Directions: Would you repeat the data below exactly, taking out the images?

Data to use:
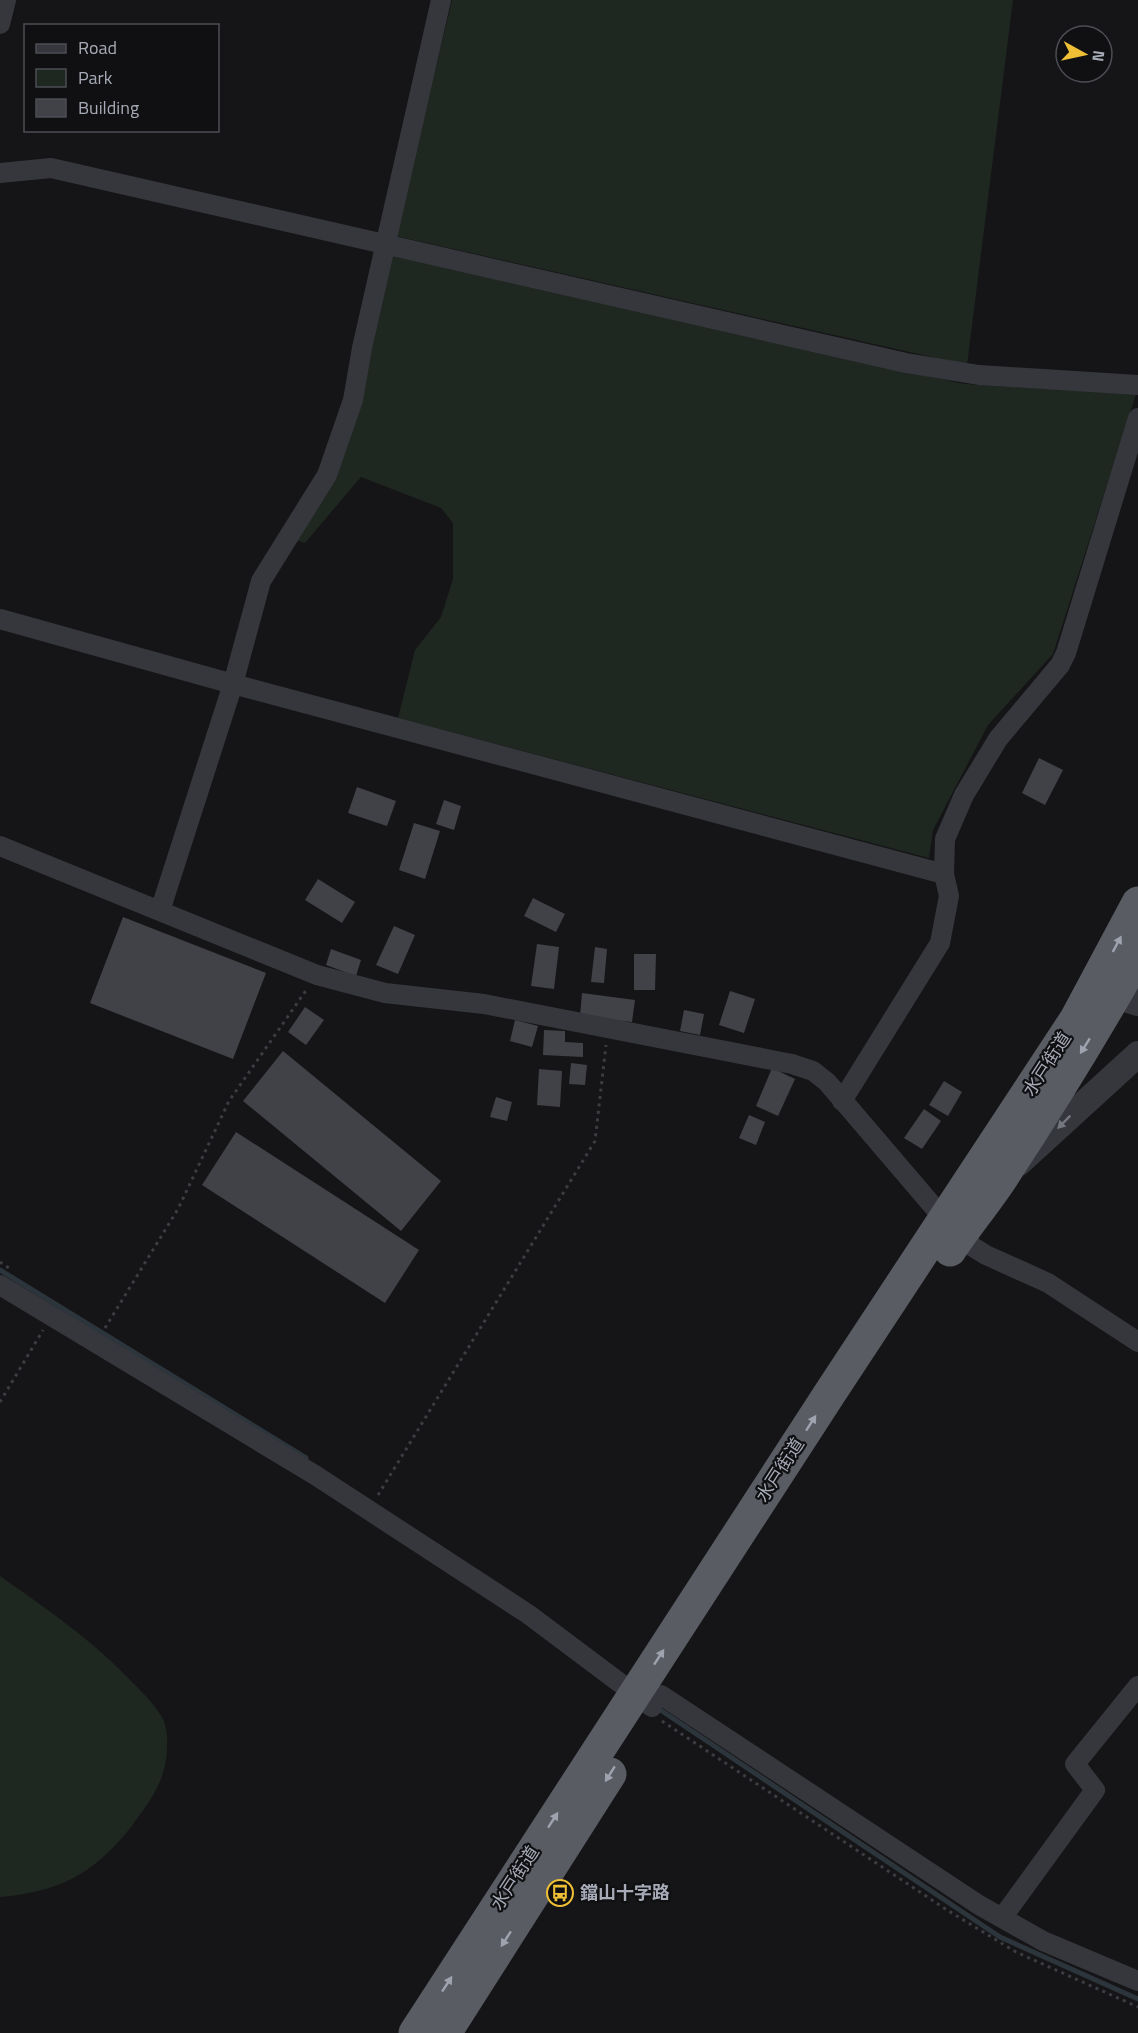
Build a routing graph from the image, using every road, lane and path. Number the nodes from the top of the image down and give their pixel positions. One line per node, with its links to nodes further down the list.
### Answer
1 (6, 0): 3 (street)
2 (441, 0): 5 (street)
3 (0, 24)
4 (0, 173): 5 (street)
5 (385, 243): 6 (street); 9 (street)
6 (1138, 386)
7 (1138, 418): 11 (street)
8 (0, 619): 9 (street)
9 (233, 684): 11 (street); 13 (street)
10 (0, 846): 13 (street)
11 (944, 874): 19 (street)
12 (1138, 903): 16 (highway, 水戸街道, one-way to 12)
13 (160, 911): 15 (street)
14 (1138, 955): 16 (highway, 水戸街道)
15 (316, 975): 17 (street); 24 (path)
16 (1116, 994): 20 (highway, 水戸街道, one-way to 20); 21 (highway, 水戸街道)
17 (608, 1028): 19 (street); 28 (path)
18 (1138, 1054): 20 (street, one-way to 20)
19 (842, 1101): 21 (street)
20 (999, 1181): 21 (highway, 水戸街道)
21 (952, 1227): 25 (street); 30 (highway, 水戸街道)
22 (0, 1285): 23 (street)
23 (51, 1316): 26 (path); 28 (street)
24 (105, 1328)
25 (1138, 1342)
26 (0, 1402)
27 (371, 1489): 28 (path)
28 (374, 1503): 30 (street)
29 (1138, 1686): 31 (street)
30 (649, 1699): 31 (street); 33 (highway, 水戸街道, one-way to 30); 34 (highway, 水戸街道, one-way to 34)
31 (1002, 1918): 32 (street)
32 (1138, 1981)
33 (415, 2033)
34 (445, 2033)

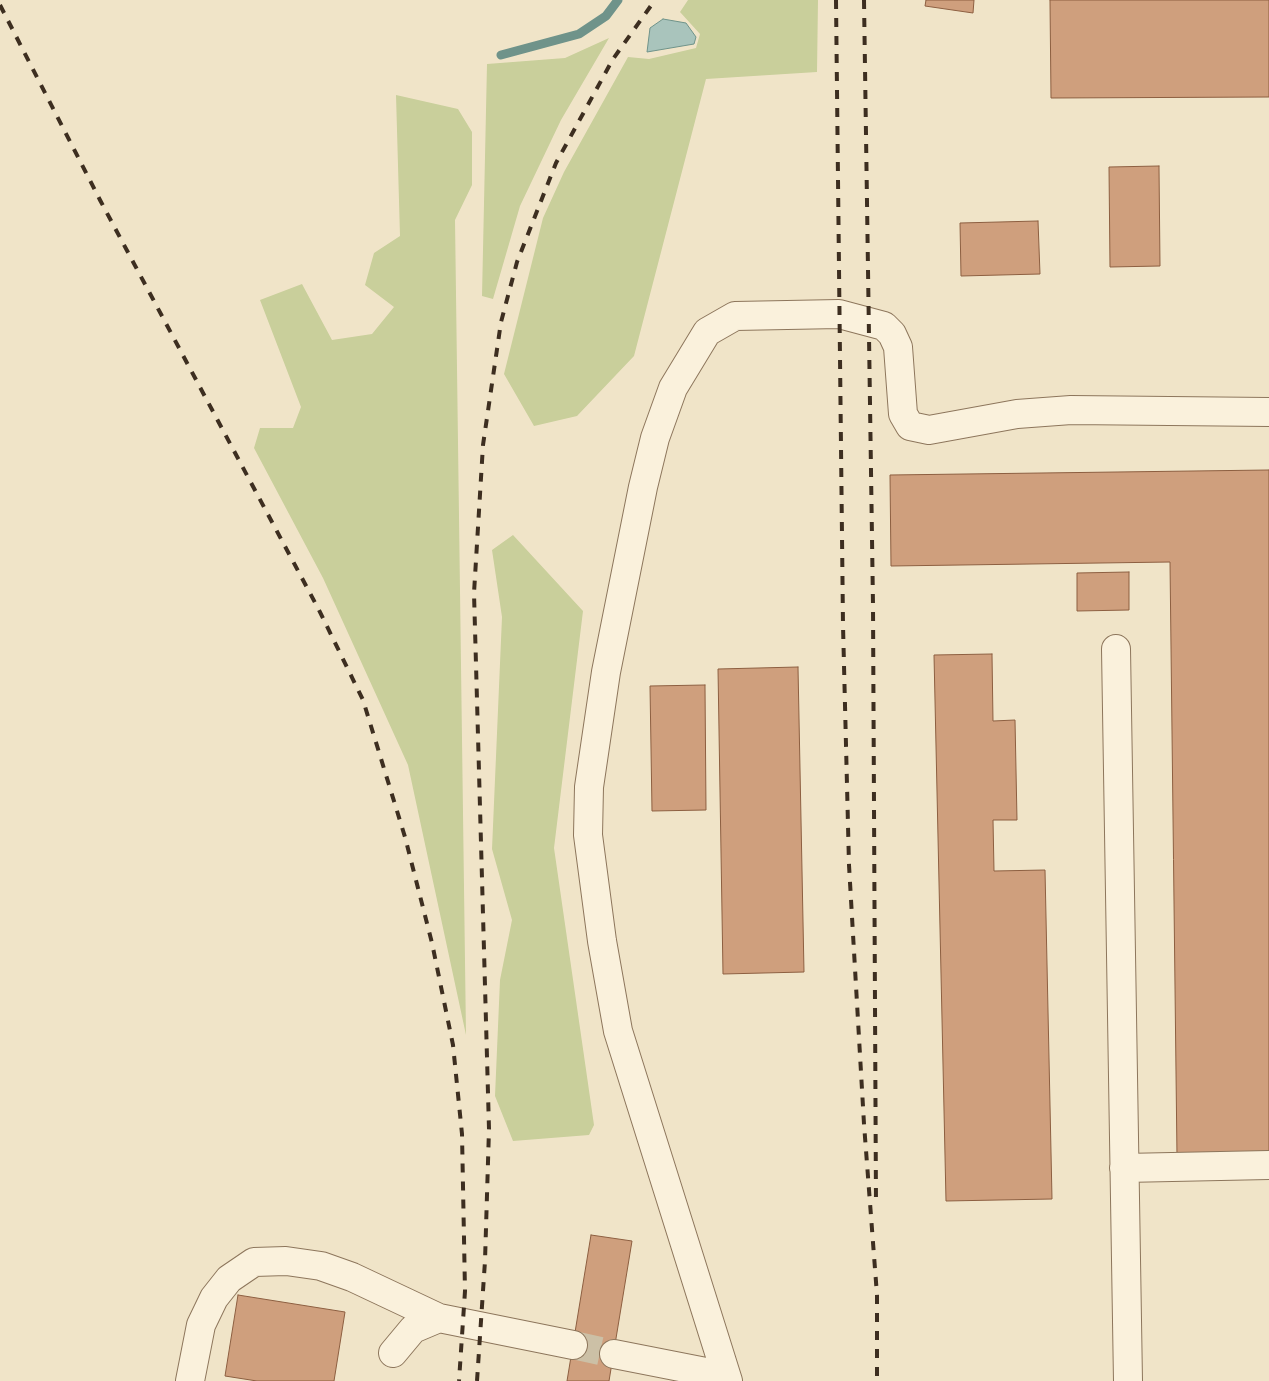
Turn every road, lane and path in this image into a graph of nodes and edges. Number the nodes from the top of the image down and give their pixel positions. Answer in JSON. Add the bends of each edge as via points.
{"nodes":[{"id":1,"x":1269,"y":412,"type":"edge"},
{"id":2,"x":1116,"y":649,"type":"dead end"},
{"id":3,"x":1269,"y":1165,"type":"edge"},
{"id":4,"x":1124,"y":1168,"type":"junction"},
{"id":5,"x":439,"y":1318,"type":"junction"},
{"id":6,"x":573,"y":1345,"type":"tunnel mouth"},
{"id":7,"x":392,"y":1353,"type":"dead end"},
{"id":8,"x":614,"y":1354,"type":"tunnel mouth"},
{"id":9,"x":727,"y":1378,"type":"edge"},
{"id":10,"x":190,"y":1381,"type":"edge"},
{"id":11,"x":1128,"y":1381,"type":"edge"}],
"edges":[{"from":1,"to":9,"type":"lane","via":[[1072,410],[1017,414],[929,430],[910,426],[903,414],[898,346],[892,334],[884,326],[839,314],[735,316],[707,332],[673,388],[655,438],[643,487],[606,672],[589,787],[588,835],[618,1031]]},
{"from":2,"to":4,"type":"lane"},
{"from":3,"to":4,"type":"lane"},
{"from":4,"to":11,"type":"lane"},
{"from":5,"to":6,"type":"lane"},
{"from":5,"to":7,"type":"lane","via":[[413,1328]]},
{"from":5,"to":10,"type":"lane","via":[[321,1266],[286,1261],[254,1262],[229,1279],[214,1298],[201,1324]]},
{"from":8,"to":9,"type":"lane"}]}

Answer:
Build a routing graph from the image, using every road, lane and path. Number the nodes from the top of the image down and give their pixel positions. One line per node, with its links to nodes further down the list.
### Answer
1 (6, 0): 3 (street)
2 (441, 0): 5 (street)
3 (0, 24)
4 (0, 173): 5 (street)
5 (385, 243): 6 (street); 9 (street)
6 (1138, 386)
7 (1138, 418): 11 (street)
8 (0, 619): 9 (street)
9 (233, 684): 11 (street); 13 (street)
10 (0, 846): 13 (street)
11 (944, 874): 19 (street)
12 (1138, 903): 16 (highway, 水戸街道, one-way to 12)
13 (160, 911): 15 (street)
14 (1138, 955): 16 (highway, 水戸街道)
15 (316, 975): 17 (street); 24 (path)
16 (1116, 994): 20 (highway, 水戸街道, one-way to 20); 21 (highway, 水戸街道)
17 (608, 1028): 19 (street); 28 (path)
18 (1138, 1054): 20 (street, one-way to 20)
19 (842, 1101): 21 (street)
20 (999, 1181): 21 (highway, 水戸街道)
21 (952, 1227): 25 (street); 30 (highway, 水戸街道)
22 (0, 1285): 23 (street)
23 (51, 1316): 26 (path); 28 (street)
24 (105, 1328)
25 (1138, 1342)
26 (0, 1402)
27 (371, 1489): 28 (path)
28 (374, 1503): 30 (street)
29 (1138, 1686): 31 (street)
30 (649, 1699): 31 (street); 33 (highway, 水戸街道, one-way to 30); 34 (highway, 水戸街道, one-way to 34)
31 (1002, 1918): 32 (street)
32 (1138, 1981)
33 (415, 2033)
34 (445, 2033)

Turn every road, lane and path in this image into a graph of nodes and edges. Number the nodes from the top of the image down and give their pixel positions. Answer in JSON. Add the bends of each edge as via points.
{"nodes":[{"id":1,"x":1269,"y":412,"type":"edge"},
{"id":2,"x":1116,"y":649,"type":"dead end"},
{"id":3,"x":1269,"y":1165,"type":"edge"},
{"id":4,"x":1124,"y":1168,"type":"junction"},
{"id":5,"x":439,"y":1318,"type":"junction"},
{"id":6,"x":573,"y":1345,"type":"tunnel mouth"},
{"id":7,"x":392,"y":1353,"type":"dead end"},
{"id":8,"x":614,"y":1354,"type":"tunnel mouth"},
{"id":9,"x":727,"y":1378,"type":"edge"},
{"id":10,"x":190,"y":1381,"type":"edge"},
{"id":11,"x":1128,"y":1381,"type":"edge"}],
"edges":[{"from":1,"to":9,"type":"lane","via":[[1072,410],[1017,414],[929,430],[910,426],[903,414],[898,346],[892,334],[884,326],[839,314],[735,316],[707,332],[673,388],[655,438],[643,487],[606,672],[589,787],[588,835],[618,1031]]},
{"from":2,"to":4,"type":"lane"},
{"from":3,"to":4,"type":"lane"},
{"from":4,"to":11,"type":"lane"},
{"from":5,"to":6,"type":"lane"},
{"from":5,"to":7,"type":"lane","via":[[413,1328]]},
{"from":5,"to":10,"type":"lane","via":[[321,1266],[286,1261],[254,1262],[229,1279],[214,1298],[201,1324]]},
{"from":8,"to":9,"type":"lane"}]}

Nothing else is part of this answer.